A paper that might have a future
So it’s generally agreed that newspapers will not survive.
Not enough people want print and they won’t pay for online news. So it’s all over.
Well it seems unlikely that these huge brands will absolutely disappear but certainly they are going to be unrecognisable compared to the inky behemoths they once were.
But you know what? I still think you could start a newspaper tomorrow that would thrive. In print, possibly – but certainly on line. You just have to get it right.
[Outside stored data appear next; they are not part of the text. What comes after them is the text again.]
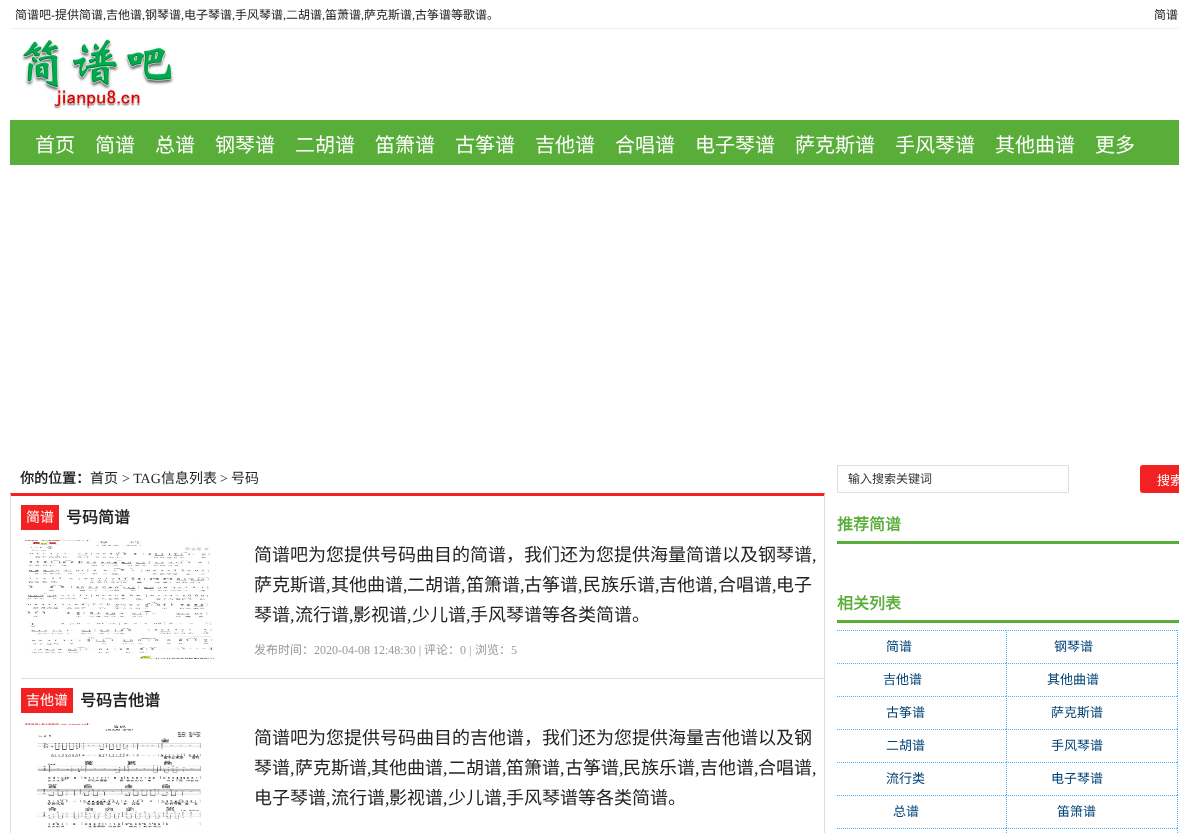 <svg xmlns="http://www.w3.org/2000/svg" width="1179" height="833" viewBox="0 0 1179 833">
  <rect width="100%" height="100%" fill="#fff"/>
  <path d="M10 28h1169v1H10z" fill="#f1f1f1"/>
  <image x="21" y="39" width="153" height="70" href="img/1.png"/>
  <path d="M10 120h1169v45H10z" fill="#59ae3a"/>
  <path d="M10 493H825L824 496H11Z" fill="#f22222"/>
  <path d="M825 493V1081L824 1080V496Z" fill="#ddd"/>
  <path d="M10 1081V493L11 496V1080Z" fill="#ddd"/>
  <path d="M21 678h803v1H21z" fill="#ddd"/>
  <path d="M21 505h38v25H21z" fill="#f22222"/>
  <image x="21" y="540" width="195" height="120" href="img/2.png"/>
  <path d="M21 688h52v25H21z" fill="#f22222"/>
  <image x="21" y="723" width="180" height="105" href="img/3.png"/>
  <path d="M837.5 465.5h231v27H837.5z" fill="none" stroke="#ddd"/>
  <rect x="1140" y="465" width="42" height="28" rx="3" fill="#f22222"/>
  <path d="M837 541h342v3H837z" fill="#59ae3a"/>
  <path d="M837 620h342v3H837z" fill="#59ae3a"/>
  <path d="M837 630.5H1007" fill="none" stroke="#45b6f8" stroke-dasharray="1 1"/>
  <path d="M1006.5 630V663" fill="none" stroke="#45b6f8" stroke-dasharray="1 1"/>
  <path d="M1008 630.5H1178" fill="none" stroke="#45b6f8" stroke-dasharray="1 1"/>
  <path d="M1177.5 630V663" fill="none" stroke="#45b6f8" stroke-dasharray="1 1"/>
  <path d="M837 663.5H1007" fill="none" stroke="#45b6f8" stroke-dasharray="1 1"/>
  <path d="M1006.5 663V696" fill="none" stroke="#45b6f8" stroke-dasharray="1 1"/>
  <path d="M1008 663.5H1178" fill="none" stroke="#45b6f8" stroke-dasharray="1 1"/>
  <path d="M1177.5 663V696" fill="none" stroke="#45b6f8" stroke-dasharray="1 1"/>
  <path d="M837 696.5H1007" fill="none" stroke="#45b6f8" stroke-dasharray="1 1"/>
  <path d="M1006.5 696V729" fill="none" stroke="#45b6f8" stroke-dasharray="1 1"/>
  <path d="M1008 696.5H1178" fill="none" stroke="#45b6f8" stroke-dasharray="1 1"/>
  <path d="M1177.5 696V729" fill="none" stroke="#45b6f8" stroke-dasharray="1 1"/>
  <path d="M837 729.5H1007" fill="none" stroke="#45b6f8" stroke-dasharray="1 1"/>
  <path d="M1006.5 729V762" fill="none" stroke="#45b6f8" stroke-dasharray="1 1"/>
  <path d="M1008 729.5H1178" fill="none" stroke="#45b6f8" stroke-dasharray="1 1"/>
  <path d="M1177.5 729V762" fill="none" stroke="#45b6f8" stroke-dasharray="1 1"/>
  <path d="M837 762.5H1007" fill="none" stroke="#45b6f8" stroke-dasharray="1 1"/>
  <path d="M1006.5 762V795" fill="none" stroke="#45b6f8" stroke-dasharray="1 1"/>
  <path d="M1008 762.5H1178" fill="none" stroke="#45b6f8" stroke-dasharray="1 1"/>
  <path d="M1177.5 762V795" fill="none" stroke="#45b6f8" stroke-dasharray="1 1"/>
  <path d="M837 795.5H1007" fill="none" stroke="#45b6f8" stroke-dasharray="1 1"/>
  <path d="M1006.5 795V828" fill="none" stroke="#45b6f8" stroke-dasharray="1 1"/>
  <path d="M1008 795.5H1178" fill="none" stroke="#45b6f8" stroke-dasharray="1 1"/>
  <path d="M1177.5 795V828" fill="none" stroke="#45b6f8" stroke-dasharray="1 1"/>
  <path d="M837 828.5H1007" fill="none" stroke="#45b6f8" stroke-dasharray="1 1"/>
  <path d="M1006.5 828V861" fill="none" stroke="#45b6f8" stroke-dasharray="1 1"/>
  <path d="M1008 828.5H1178" fill="none" stroke="#45b6f8" stroke-dasharray="1 1"/>
  <path d="M1177.5 828V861" fill="none" stroke="#45b6f8" stroke-dasharray="1 1"/>
  <text x="15" y="19" font-family="Noto Sans CJK SC" font-size="12" fill="#222">简谱吧</text>
  <text x="51" y="19" font-family="Liberation Serif" font-size="12" fill="#222">-</text>
  <g font-family="Noto Sans CJK SC" font-size="12" fill="#222">
    <text x="55" y="19">提供简谱</text>
    <text x="106" y="19">吉他谱</text>
    <text x="145" y="19">钢琴谱</text>
    <text x="184" y="19">电子琴谱</text>
    <text x="235" y="19">手风琴谱</text>
    <text x="286" y="19">二胡谱</text>
    <text x="325" y="19">笛萧谱</text>
    <text x="364" y="19">萨克斯谱</text>
    <text x="415" y="19">古筝谱等歌谱。</text>
    <text x="1154" y="19">简谱</text>
  </g>
  <g font-family="Liberation Serif" font-size="12" fill="#222">
    <text x="103" y="19">,</text>
    <text x="142" y="19">,</text>
    <text x="181" y="19">,</text>
    <text x="232" y="19">,</text>
    <text x="283" y="19">,</text>
    <text x="322" y="19">,</text>
    <text x="361" y="19">,</text>
    <text x="412" y="19">,</text>
  </g>
  <g font-family="Noto Sans CJK SC" font-size="20" fill="#fff">
    <text x="35" y="152">首页</text>
    <text x="95" y="152">简谱</text>
    <text x="155" y="152">总谱</text>
    <text x="215" y="152">钢琴谱</text>
    <text x="295" y="152">二胡谱</text>
    <text x="375" y="152">笛箫谱</text>
    <text x="455" y="152">古筝谱</text>
    <text x="535" y="152">吉他谱</text>
    <text x="615" y="152">合唱谱</text>
    <text x="695" y="152">电子琴谱</text>
    <text x="795" y="152">萨克斯谱</text>
    <text x="895" y="152">手风琴谱</text>
    <text x="995" y="152">其他曲谱</text>
    <text x="1095" y="152">更多</text>
  </g>
  <text x="20" y="483" font-family="Noto Sans CJK SC" font-size="14" font-weight="bold" fill="#222">你的位置：</text>
  <text x="90" y="483" font-family="Noto Sans CJK SC" font-size="14" fill="#222">首页</text>
  <text x="122" y="483" font-family="Liberation Serif" font-size="14" fill="#222">&gt; TAG</text>
  <text x="161" y="483" font-family="Noto Sans CJK SC" font-size="14" fill="#222">信息列表</text>
  <text x="220" y="483" font-family="Liberation Serif" font-size="14" fill="#222">&gt;</text>
  <text x="231" y="483" font-family="Noto Sans CJK SC" font-size="14" fill="#222">号码</text>
  <text x="26" y="522" font-family="Noto Sans CJK SC" font-size="14" fill="#fff">简谱</text>
  <text x="66" y="523" font-family="Noto Sans CJK SC" font-size="16" font-weight="bold" fill="#222">号码简谱</text>
  <text x="254" y="561" font-family="Noto Sans CJK SC" font-size="18" fill="#222">简谱吧为您提供号码曲目的简谱，我们还为您提供海量简谱以及钢琴谱</text>
  <text x="812" y="561" font-family="Liberation Serif" font-size="18" fill="#222">,</text>
  <text x="254" y="591" font-family="Noto Sans CJK SC" font-size="18" fill="#222">萨克斯谱</text>
  <text x="326" y="591" font-family="Liberation Serif" font-size="18" fill="#222">,</text>
  <text x="331" y="591" font-family="Noto Sans CJK SC" font-size="18" fill="#222">其他曲谱</text>
  <text x="403" y="591" font-family="Liberation Serif" font-size="18" fill="#222">,</text>
  <text x="407" y="591" font-family="Noto Sans CJK SC" font-size="18" fill="#222">二胡谱</text>
  <text x="461" y="591" font-family="Liberation Serif" font-size="18" fill="#222">,</text>
  <text x="466" y="591" font-family="Noto Sans CJK SC" font-size="18" fill="#222">笛箫谱</text>
  <text x="520" y="591" font-family="Liberation Serif" font-size="18" fill="#222">,</text>
  <text x="524" y="591" font-family="Noto Sans CJK SC" font-size="18" fill="#222">古筝谱</text>
  <text x="578" y="591" font-family="Liberation Serif" font-size="18" fill="#222">,</text>
  <text x="583" y="591" font-family="Noto Sans CJK SC" font-size="18" fill="#222">民族乐谱</text>
  <text x="655" y="591" font-family="Liberation Serif" font-size="18" fill="#222">,</text>
  <text x="659" y="591" font-family="Noto Sans CJK SC" font-size="18" fill="#222">吉他谱</text>
  <text x="713" y="591" font-family="Liberation Serif" font-size="18" fill="#222">,</text>
  <text x="718" y="591" font-family="Noto Sans CJK SC" font-size="18" fill="#222">合唱谱</text>
  <text x="772" y="591" font-family="Liberation Serif" font-size="18" fill="#222">,</text>
  <g font-family="Noto Sans CJK SC" font-size="18" fill="#222">
    <text x="776" y="591">电子</text>
    <text x="254" y="621">琴谱</text>
  </g>
  <text x="290" y="621" font-family="Liberation Serif" font-size="18" fill="#222">,</text>
  <text x="295" y="621" font-family="Noto Sans CJK SC" font-size="18" fill="#222">流行谱</text>
  <text x="349" y="621" font-family="Liberation Serif" font-size="18" fill="#222">,</text>
  <text x="353" y="621" font-family="Noto Sans CJK SC" font-size="18" fill="#222">影视谱</text>
  <text x="407" y="621" font-family="Liberation Serif" font-size="18" fill="#222">,</text>
  <text x="412" y="621" font-family="Noto Sans CJK SC" font-size="18" fill="#222">少儿谱</text>
  <text x="466" y="621" font-family="Liberation Serif" font-size="18" fill="#222">,</text>
  <text x="470" y="621" font-family="Noto Sans CJK SC" font-size="18" fill="#222">手风琴谱等各类简谱。</text>
  <text x="254" y="654" font-family="Noto Sans CJK SC" font-size="12" fill="#999">发布时间：</text>
  <text x="314" y="654" font-family="Liberation Serif" font-size="12" fill="#999">2020-04-08 12:48:30 |</text>
  <text x="424" y="654" font-family="Noto Sans CJK SC" font-size="12" fill="#999">评论：</text>
  <text x="460" y="654" font-family="Liberation Serif" font-size="12" fill="#999">0 |</text>
  <text x="475" y="654" font-family="Noto Sans CJK SC" font-size="12" fill="#999">浏览：</text>
  <text x="511" y="654" font-family="Liberation Serif" font-size="12" fill="#999">5</text>
  <text x="26" y="705" font-family="Noto Sans CJK SC" font-size="14" fill="#fff">吉他谱</text>
  <text x="80" y="706" font-family="Noto Sans CJK SC" font-size="16" font-weight="bold" fill="#222">号码吉他谱</text>
  <g font-family="Noto Sans CJK SC" font-size="18" fill="#222">
    <text x="254" y="744">简谱吧为您提供号码曲目的吉他谱，我们还为您提供海量吉他谱以及钢</text>
    <text x="254" y="774">琴谱</text>
  </g>
  <text x="290" y="774" font-family="Liberation Serif" font-size="18" fill="#222">,</text>
  <text x="295" y="774" font-family="Noto Sans CJK SC" font-size="18" fill="#222">萨克斯谱</text>
  <text x="367" y="774" font-family="Liberation Serif" font-size="18" fill="#222">,</text>
  <text x="371" y="774" font-family="Noto Sans CJK SC" font-size="18" fill="#222">其他曲谱</text>
  <text x="443" y="774" font-family="Liberation Serif" font-size="18" fill="#222">,</text>
  <text x="448" y="774" font-family="Noto Sans CJK SC" font-size="18" fill="#222">二胡谱</text>
  <text x="502" y="774" font-family="Liberation Serif" font-size="18" fill="#222">,</text>
  <text x="506" y="774" font-family="Noto Sans CJK SC" font-size="18" fill="#222">笛箫谱</text>
  <text x="560" y="774" font-family="Liberation Serif" font-size="18" fill="#222">,</text>
  <text x="565" y="774" font-family="Noto Sans CJK SC" font-size="18" fill="#222">古筝谱</text>
  <text x="619" y="774" font-family="Liberation Serif" font-size="18" fill="#222">,</text>
  <text x="623" y="774" font-family="Noto Sans CJK SC" font-size="18" fill="#222">民族乐谱</text>
  <text x="695" y="774" font-family="Liberation Serif" font-size="18" fill="#222">,</text>
  <text x="700" y="774" font-family="Noto Sans CJK SC" font-size="18" fill="#222">吉他谱</text>
  <text x="754" y="774" font-family="Liberation Serif" font-size="18" fill="#222">,</text>
  <text x="758" y="774" font-family="Noto Sans CJK SC" font-size="18" fill="#222">合唱谱</text>
  <text x="812" y="774" font-family="Liberation Serif" font-size="18" fill="#222">,</text>
  <text x="254" y="804" font-family="Noto Sans CJK SC" font-size="18" fill="#222">电子琴谱</text>
  <text x="326" y="804" font-family="Liberation Serif" font-size="18" fill="#222">,</text>
  <text x="331" y="804" font-family="Noto Sans CJK SC" font-size="18" fill="#222">流行谱</text>
  <text x="385" y="804" font-family="Liberation Serif" font-size="18" fill="#222">,</text>
  <text x="389" y="804" font-family="Noto Sans CJK SC" font-size="18" fill="#222">影视谱</text>
  <text x="443" y="804" font-family="Liberation Serif" font-size="18" fill="#222">,</text>
  <text x="448" y="804" font-family="Noto Sans CJK SC" font-size="18" fill="#222">少儿谱</text>
  <text x="502" y="804" font-family="Liberation Serif" font-size="18" fill="#222">,</text>
  <text x="506" y="804" font-family="Noto Sans CJK SC" font-size="18" fill="#222">手风琴谱等各类简谱。</text>
  <text x="848" y="483" font-family="Noto Sans CJK SC" font-size="12" fill="#333">输入搜索关键词</text>
  <text x="1157" y="485" font-family="Noto Sans CJK SC" font-size="13" fill="#fff">搜索</text>
  <g font-family="Noto Sans CJK SC" font-size="16" font-weight="bold" fill="#59ae3a">
    <text x="837" y="530">推荐简谱</text>
    <text x="837" y="609">相关列表</text>
  </g>
  <g font-family="Noto Sans CJK SC" font-size="13" fill="#004276">
    <text x="886" y="651">简谱</text>
    <text x="1054" y="651">钢琴谱</text>
    <text x="883" y="684">吉他谱</text>
    <text x="1047" y="684">其他曲谱</text>
    <text x="886" y="717">古筝谱</text>
    <text x="1051" y="717">萨克斯谱</text>
    <text x="886" y="750">二胡谱</text>
    <text x="1051" y="750">手风琴谱</text>
    <text x="886" y="783">流行类</text>
    <text x="1051" y="783">电子琴谱</text>
    <text x="893" y="816">总谱</text>
    <text x="1057" y="816">笛箫谱</text>
  </g>
</svg>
I’ve spent my adult life reading papers that (to paraphrase Morrissey) say “nothing at all about my life” and still I’ve read them. I’ve sworn at them, been irritated by them, chucked them across the room but they’ve still taken my cash. Imagine how much I might have invested in them if I really liked them? If I really thought they cared about me and actually reflected what I wanted to read?
So let’s start with content –if it’s newspapers that have killed newspapers, what will sell?
In terms of a British paper – let’s get radical but saleable radical. Most people don’t live in the capital but all current newspapers do. So let’s change that. Let’s be centrally based. Most “national” newspapers have a “northern correspondent” covering everything above Birmingham. It’s almost too incredible to consider. But they do.
Can anyone even start to justify that?
I’m not saying as much happens in Newcastle as happens in London – but let’s be proportionate.
And let’s tell our staff to remember who they are writing for. It’s a widely held belief that the Guardian is read by teachers and social workers – and yet it’s written by North London luvvies. Can we hear less about you and your organic-veg and bistro lifestyle and more about the people you are writing about?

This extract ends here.